そして改めて、皇女様の執務室へ、お父様とお兄様も共に戻ったとき、私はそこで思ってもみなかったお話を聞かされることになる。
「き、謹慎ですか……?」
執務室のソファに向かい合っている皇女様に、私は思わず聞き返した。
「陛下も話されていたように、そなたが様々な男とここ最近、この皇城内で抱き合うなどしている所を何人もが目撃しているそうなのだ」
「違うんです……! 男の人たちが、私が嫌がるのも構わずに、しつこくしてくるんです! だから、謹慎になんてしないで下さい!」
表情を崩さずに冷静沈着な様子でお話される皇女様に、必死になって私は誤解を解こうとした。
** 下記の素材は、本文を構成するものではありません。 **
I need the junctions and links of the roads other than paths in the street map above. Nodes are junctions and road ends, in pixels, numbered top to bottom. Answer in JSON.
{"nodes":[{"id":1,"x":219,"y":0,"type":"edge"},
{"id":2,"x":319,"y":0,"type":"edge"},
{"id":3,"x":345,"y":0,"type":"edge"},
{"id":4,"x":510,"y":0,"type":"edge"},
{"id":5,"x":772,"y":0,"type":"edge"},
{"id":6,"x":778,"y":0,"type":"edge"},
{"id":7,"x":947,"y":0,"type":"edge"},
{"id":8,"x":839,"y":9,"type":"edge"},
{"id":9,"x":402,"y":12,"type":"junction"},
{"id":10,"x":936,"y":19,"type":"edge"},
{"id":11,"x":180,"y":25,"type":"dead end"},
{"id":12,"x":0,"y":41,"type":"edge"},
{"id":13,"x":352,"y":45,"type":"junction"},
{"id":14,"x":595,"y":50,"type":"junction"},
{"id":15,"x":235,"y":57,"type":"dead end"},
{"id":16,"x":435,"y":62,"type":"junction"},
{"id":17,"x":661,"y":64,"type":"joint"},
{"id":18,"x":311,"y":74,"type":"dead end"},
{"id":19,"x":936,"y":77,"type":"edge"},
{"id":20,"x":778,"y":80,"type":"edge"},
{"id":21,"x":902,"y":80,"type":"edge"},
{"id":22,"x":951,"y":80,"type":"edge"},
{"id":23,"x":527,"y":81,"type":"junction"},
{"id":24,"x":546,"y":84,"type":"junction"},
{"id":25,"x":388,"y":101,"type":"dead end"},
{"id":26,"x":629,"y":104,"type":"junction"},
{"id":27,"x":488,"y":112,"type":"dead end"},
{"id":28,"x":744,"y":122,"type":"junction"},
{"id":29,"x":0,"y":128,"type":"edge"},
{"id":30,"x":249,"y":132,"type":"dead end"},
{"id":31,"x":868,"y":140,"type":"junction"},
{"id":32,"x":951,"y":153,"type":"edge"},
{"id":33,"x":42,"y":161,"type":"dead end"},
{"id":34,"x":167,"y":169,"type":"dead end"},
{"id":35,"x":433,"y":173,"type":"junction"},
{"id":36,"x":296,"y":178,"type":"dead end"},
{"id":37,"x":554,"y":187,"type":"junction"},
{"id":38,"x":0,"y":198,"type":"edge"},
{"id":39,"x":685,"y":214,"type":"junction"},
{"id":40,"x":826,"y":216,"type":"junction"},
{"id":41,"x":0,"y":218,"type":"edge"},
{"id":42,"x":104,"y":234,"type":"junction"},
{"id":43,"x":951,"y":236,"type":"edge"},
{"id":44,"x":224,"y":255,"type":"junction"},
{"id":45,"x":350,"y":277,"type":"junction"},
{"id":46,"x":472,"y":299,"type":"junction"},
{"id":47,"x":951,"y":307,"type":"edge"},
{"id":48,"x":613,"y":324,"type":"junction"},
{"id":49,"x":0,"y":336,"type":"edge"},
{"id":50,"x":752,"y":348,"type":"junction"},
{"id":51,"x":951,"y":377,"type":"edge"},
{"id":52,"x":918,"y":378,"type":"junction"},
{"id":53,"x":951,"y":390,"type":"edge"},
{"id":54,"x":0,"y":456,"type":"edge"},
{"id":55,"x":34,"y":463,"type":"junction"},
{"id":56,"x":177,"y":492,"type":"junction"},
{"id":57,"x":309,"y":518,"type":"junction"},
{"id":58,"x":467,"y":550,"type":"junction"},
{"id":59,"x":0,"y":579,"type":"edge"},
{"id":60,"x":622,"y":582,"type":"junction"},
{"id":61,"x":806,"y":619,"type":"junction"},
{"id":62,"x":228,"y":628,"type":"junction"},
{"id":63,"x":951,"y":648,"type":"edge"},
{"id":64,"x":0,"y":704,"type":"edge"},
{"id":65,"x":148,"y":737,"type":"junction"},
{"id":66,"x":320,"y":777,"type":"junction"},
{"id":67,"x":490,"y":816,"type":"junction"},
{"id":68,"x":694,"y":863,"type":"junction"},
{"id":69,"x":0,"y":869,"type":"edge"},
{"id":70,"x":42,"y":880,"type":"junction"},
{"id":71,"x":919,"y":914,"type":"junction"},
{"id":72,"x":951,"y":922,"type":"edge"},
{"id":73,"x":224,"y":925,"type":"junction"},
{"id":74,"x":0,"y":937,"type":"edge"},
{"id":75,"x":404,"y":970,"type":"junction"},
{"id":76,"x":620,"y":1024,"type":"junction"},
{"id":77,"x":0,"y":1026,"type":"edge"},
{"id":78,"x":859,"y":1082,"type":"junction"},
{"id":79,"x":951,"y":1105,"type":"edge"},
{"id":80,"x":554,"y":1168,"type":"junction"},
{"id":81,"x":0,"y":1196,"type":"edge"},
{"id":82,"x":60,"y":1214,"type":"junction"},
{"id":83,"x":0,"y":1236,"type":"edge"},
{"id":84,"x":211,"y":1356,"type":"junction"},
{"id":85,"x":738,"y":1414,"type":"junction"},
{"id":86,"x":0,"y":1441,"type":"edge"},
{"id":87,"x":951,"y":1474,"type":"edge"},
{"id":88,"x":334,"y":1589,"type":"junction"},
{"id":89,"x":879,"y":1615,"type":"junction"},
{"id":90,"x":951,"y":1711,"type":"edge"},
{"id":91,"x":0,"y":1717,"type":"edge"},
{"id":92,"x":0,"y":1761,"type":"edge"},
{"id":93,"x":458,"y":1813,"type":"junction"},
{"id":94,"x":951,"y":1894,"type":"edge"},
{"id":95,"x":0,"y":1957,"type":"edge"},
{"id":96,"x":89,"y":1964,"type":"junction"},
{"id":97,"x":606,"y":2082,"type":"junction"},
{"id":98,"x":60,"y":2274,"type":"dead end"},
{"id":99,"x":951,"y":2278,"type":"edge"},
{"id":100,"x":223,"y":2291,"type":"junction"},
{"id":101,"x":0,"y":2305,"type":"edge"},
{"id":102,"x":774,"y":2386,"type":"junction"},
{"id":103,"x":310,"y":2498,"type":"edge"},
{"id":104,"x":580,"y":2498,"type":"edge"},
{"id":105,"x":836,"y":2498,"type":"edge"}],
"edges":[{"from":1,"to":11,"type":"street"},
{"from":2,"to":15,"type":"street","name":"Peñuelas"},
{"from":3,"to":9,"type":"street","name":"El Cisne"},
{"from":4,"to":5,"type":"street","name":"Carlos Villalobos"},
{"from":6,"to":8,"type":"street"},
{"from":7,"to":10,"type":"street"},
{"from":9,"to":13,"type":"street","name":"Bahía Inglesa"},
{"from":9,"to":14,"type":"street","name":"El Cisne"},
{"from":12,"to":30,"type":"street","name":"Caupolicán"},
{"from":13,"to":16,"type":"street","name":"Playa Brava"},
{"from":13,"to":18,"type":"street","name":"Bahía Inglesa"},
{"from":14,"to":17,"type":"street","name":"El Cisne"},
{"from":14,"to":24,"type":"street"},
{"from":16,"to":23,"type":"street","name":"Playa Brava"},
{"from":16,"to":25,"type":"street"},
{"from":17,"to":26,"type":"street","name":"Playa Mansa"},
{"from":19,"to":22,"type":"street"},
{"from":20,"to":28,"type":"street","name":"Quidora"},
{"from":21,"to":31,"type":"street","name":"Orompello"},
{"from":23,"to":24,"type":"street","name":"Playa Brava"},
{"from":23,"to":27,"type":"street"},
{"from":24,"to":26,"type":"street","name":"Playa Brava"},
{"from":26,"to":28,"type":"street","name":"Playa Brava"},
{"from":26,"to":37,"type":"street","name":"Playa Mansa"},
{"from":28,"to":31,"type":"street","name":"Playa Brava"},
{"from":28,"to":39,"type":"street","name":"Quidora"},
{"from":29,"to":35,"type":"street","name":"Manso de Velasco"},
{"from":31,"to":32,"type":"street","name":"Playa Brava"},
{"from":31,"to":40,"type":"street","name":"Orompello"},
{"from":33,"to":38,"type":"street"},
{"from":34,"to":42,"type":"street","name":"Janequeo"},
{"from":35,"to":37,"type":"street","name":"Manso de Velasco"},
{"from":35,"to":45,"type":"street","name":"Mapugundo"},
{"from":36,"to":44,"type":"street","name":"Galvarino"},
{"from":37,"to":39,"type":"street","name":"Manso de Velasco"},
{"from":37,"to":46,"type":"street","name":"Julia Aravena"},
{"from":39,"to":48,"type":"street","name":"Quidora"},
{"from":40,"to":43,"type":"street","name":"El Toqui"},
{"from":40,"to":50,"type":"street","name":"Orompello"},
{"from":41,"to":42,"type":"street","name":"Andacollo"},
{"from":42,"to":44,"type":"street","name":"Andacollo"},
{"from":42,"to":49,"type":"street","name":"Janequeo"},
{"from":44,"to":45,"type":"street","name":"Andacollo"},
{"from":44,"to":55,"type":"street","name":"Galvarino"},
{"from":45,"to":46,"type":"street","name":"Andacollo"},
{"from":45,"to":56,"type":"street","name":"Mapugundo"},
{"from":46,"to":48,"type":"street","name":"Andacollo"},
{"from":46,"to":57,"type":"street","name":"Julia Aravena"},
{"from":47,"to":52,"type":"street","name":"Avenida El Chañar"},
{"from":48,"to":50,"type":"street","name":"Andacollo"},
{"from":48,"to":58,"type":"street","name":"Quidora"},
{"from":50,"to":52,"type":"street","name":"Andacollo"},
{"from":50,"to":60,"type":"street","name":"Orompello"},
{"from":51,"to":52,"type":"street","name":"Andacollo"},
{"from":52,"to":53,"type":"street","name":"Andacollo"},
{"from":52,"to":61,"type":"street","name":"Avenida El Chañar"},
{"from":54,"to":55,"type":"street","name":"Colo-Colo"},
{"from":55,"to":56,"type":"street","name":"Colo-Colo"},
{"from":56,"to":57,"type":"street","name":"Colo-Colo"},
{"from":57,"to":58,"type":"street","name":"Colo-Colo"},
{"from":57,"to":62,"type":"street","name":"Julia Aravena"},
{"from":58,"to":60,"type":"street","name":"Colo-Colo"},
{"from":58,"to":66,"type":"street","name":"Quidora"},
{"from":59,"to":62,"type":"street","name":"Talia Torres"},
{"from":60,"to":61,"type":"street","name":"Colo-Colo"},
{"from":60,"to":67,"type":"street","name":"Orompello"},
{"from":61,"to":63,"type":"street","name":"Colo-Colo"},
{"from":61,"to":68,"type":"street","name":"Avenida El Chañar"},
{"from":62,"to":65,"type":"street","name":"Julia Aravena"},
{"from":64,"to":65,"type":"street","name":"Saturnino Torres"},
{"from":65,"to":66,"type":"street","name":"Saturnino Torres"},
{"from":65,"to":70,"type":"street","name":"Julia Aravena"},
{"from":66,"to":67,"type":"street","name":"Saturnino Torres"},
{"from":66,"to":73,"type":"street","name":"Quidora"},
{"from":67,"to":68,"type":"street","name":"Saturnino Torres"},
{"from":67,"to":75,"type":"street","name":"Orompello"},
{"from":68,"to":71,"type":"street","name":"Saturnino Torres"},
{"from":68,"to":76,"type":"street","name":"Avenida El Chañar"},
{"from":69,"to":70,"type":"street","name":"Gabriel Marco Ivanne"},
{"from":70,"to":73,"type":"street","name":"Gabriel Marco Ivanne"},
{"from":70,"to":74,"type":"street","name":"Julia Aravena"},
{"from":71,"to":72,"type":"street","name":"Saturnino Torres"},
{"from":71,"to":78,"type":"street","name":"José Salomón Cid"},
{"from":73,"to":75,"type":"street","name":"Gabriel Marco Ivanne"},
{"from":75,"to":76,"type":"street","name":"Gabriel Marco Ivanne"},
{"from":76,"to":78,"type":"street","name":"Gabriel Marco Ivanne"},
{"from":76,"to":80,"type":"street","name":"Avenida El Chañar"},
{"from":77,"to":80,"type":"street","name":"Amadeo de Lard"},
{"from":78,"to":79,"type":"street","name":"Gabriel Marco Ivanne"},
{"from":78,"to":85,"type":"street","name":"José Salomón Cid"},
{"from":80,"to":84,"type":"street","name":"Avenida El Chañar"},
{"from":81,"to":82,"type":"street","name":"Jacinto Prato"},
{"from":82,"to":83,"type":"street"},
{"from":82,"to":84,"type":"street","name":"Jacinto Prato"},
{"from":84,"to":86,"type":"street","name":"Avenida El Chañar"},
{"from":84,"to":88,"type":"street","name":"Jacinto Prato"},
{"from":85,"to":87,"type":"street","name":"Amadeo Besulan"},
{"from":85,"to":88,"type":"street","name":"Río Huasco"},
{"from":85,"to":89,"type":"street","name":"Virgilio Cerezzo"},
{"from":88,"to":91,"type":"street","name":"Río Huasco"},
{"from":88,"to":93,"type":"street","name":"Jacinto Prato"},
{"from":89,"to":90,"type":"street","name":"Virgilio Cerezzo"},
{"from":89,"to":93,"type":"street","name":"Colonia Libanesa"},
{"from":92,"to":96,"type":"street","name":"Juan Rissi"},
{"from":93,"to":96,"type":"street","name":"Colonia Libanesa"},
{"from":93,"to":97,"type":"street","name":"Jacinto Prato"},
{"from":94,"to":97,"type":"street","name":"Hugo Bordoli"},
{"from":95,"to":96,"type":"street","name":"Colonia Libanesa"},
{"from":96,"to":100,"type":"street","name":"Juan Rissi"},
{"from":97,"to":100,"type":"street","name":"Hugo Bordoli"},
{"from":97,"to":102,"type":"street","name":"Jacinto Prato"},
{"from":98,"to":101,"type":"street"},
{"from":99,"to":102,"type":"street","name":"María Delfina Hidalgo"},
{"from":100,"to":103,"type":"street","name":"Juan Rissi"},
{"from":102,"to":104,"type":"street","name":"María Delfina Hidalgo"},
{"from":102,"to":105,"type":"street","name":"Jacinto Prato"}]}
「目撃した者や実際にそなたと一緒にいた男の話では、そなたの方から誘ってきていると、皆、口をそろえて言うのだよ。それに、その誘いを断ると暴力を振るわれたと、皆、怪我をしている」
私は開いた口が塞がらなくなってしまった。
わ、私の方から誘ってる……?
しかも、明らかに自分の方から誘ってる人たちが、抜け抜けとそんな嘘をつくなんて!
「皇女様、お願いです! 信じてください……私は絶対にそんなことしないです!」
私は半泣き状態で訴えた。
「私もエミリアがそんな事をするとは考えてはおらぬが……どうやら、アルフが付いていないと、そなたは皇城内の風紀を乱す存在になってしまうようなのだ。だから、私がいいというまでは、自宅待機を命じる」
皇女様は、もう何を言ってもその判断をくつがえすつもりは無い、というお顔をされてしまっている。
部屋の端っこで私と皇女様のやり取りを見ていたお父様とお兄様は、言わんこっちゃない、といった様子で顔をしかめて左右に振っている。
まさか、アルフリードと婚約破棄することで、こんな弊害が生まれるなんて。
原作通りならまだ1年くらいの猶予はあるけど、馬車事故から守るために皇女様の女騎士はずっと続けていかなきゃいけないのに……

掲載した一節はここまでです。